Dos agentes del Servicio de Inmigración y Control de Aduanas (ICE) fueron suspendidos mientras se lleva a cabo una investigación interna sobre un incidente ocurrido el 14 de enero en Mineápolis, donde un ciudadano venezolano resultó herido de bala en la pierna. El operativo, inicialmente descrito como un ataque violento contra agentes federales, ha generado dudas sobre la veracidad de los informes presentados por los funcionarios.
Según EFE, la revisión de videos y pruebas recientes sugirió que los agentes involucrados podrían haber presentado información falsa en sus testimonios ante el jurado. Este hallazgo llevó al Departamento de Justicia de EE. UU. a retirar los cargos federales que se habían impuesto a Julio César Sosa-Celis y Alfredo Alejandro Ajorna, quienes habían sido acusados de agredir a los agentes durante la detención.
El relato inicial del ICE indicaba que Sosa-Celis había atacado a un agente con un objeto contundente, motivo por el cual se produjo el disparo defensivo que lo hirió.
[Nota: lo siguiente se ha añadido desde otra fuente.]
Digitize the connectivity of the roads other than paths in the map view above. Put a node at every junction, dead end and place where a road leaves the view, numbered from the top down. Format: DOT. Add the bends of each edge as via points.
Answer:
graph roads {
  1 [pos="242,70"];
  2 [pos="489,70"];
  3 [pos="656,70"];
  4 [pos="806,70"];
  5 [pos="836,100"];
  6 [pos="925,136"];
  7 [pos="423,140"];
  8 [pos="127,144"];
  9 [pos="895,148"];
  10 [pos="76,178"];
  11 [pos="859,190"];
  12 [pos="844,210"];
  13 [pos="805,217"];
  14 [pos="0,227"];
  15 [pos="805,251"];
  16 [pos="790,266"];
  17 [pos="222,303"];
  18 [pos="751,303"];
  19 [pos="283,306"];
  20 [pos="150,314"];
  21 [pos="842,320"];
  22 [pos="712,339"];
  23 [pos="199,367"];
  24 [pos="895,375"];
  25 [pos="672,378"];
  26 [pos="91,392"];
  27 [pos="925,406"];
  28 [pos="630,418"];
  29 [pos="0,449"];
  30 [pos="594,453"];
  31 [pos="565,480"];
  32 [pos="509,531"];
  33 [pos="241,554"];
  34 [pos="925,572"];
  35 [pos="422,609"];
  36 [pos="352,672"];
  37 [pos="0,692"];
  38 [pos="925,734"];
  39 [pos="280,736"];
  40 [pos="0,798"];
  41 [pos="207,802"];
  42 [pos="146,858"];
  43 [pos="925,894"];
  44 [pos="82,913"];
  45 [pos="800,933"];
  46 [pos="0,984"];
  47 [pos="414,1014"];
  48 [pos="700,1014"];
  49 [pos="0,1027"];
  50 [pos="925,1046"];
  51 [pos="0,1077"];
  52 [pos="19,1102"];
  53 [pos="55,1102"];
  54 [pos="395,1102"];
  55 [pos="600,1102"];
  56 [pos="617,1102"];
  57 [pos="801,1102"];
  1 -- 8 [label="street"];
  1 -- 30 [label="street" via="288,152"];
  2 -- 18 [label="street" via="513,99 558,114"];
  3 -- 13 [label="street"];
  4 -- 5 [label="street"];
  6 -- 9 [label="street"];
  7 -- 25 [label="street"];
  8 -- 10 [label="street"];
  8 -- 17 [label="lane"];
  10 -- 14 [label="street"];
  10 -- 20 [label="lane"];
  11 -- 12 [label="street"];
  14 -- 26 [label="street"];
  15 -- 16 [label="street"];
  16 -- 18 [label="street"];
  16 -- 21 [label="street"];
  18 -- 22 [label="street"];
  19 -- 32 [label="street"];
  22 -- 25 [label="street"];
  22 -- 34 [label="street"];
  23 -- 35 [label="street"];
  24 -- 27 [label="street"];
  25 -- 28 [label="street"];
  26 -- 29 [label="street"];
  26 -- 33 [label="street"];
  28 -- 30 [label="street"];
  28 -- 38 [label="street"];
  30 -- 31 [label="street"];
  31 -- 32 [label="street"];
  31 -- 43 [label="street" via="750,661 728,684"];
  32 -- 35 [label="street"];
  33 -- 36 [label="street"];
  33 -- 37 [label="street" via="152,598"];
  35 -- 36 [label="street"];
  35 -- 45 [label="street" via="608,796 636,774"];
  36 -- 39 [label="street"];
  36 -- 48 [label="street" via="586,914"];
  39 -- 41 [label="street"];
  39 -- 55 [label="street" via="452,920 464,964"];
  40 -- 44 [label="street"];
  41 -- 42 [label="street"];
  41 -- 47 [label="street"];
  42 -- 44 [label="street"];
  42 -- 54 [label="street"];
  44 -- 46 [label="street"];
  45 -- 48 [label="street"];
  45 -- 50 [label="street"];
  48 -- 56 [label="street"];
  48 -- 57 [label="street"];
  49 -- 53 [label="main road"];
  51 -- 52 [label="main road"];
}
Sin embargo, la evidencia audiovisual contradice estas versiones, desencadenando la suspensión administrativa de los dos funcionarios y la apertura de una investigación exhaustiva por parte de Todd Lyons, director interino del ICE.
Este episodio se suma al escrutinio público que enfrentan el ICE y el Departamento de Seguridad Interna (DHS) por la violencia de recientes operativos en Mineápolis, que culminaron con la muerte de dos ciudadanos estadounidenses, Renée Good y Alex Pretti. En paralelo, las redadas migratorias en la ciudad han concluido y los agentes desplazados han regresado, según informó el zar fronterizo Tom Homan.
El incidente también ha encendido el debate político sobre la supervisión y financiación de las agencias federales encargadas de la seguridad fronteriza. La presión de legisladores y críticos públicos incluye cuestionamientos a la secretaria Kristi Noem, quien defendió públicamente a los agentes implicados, generando controversia sobre el manejo y la ética en los operativos migratorios.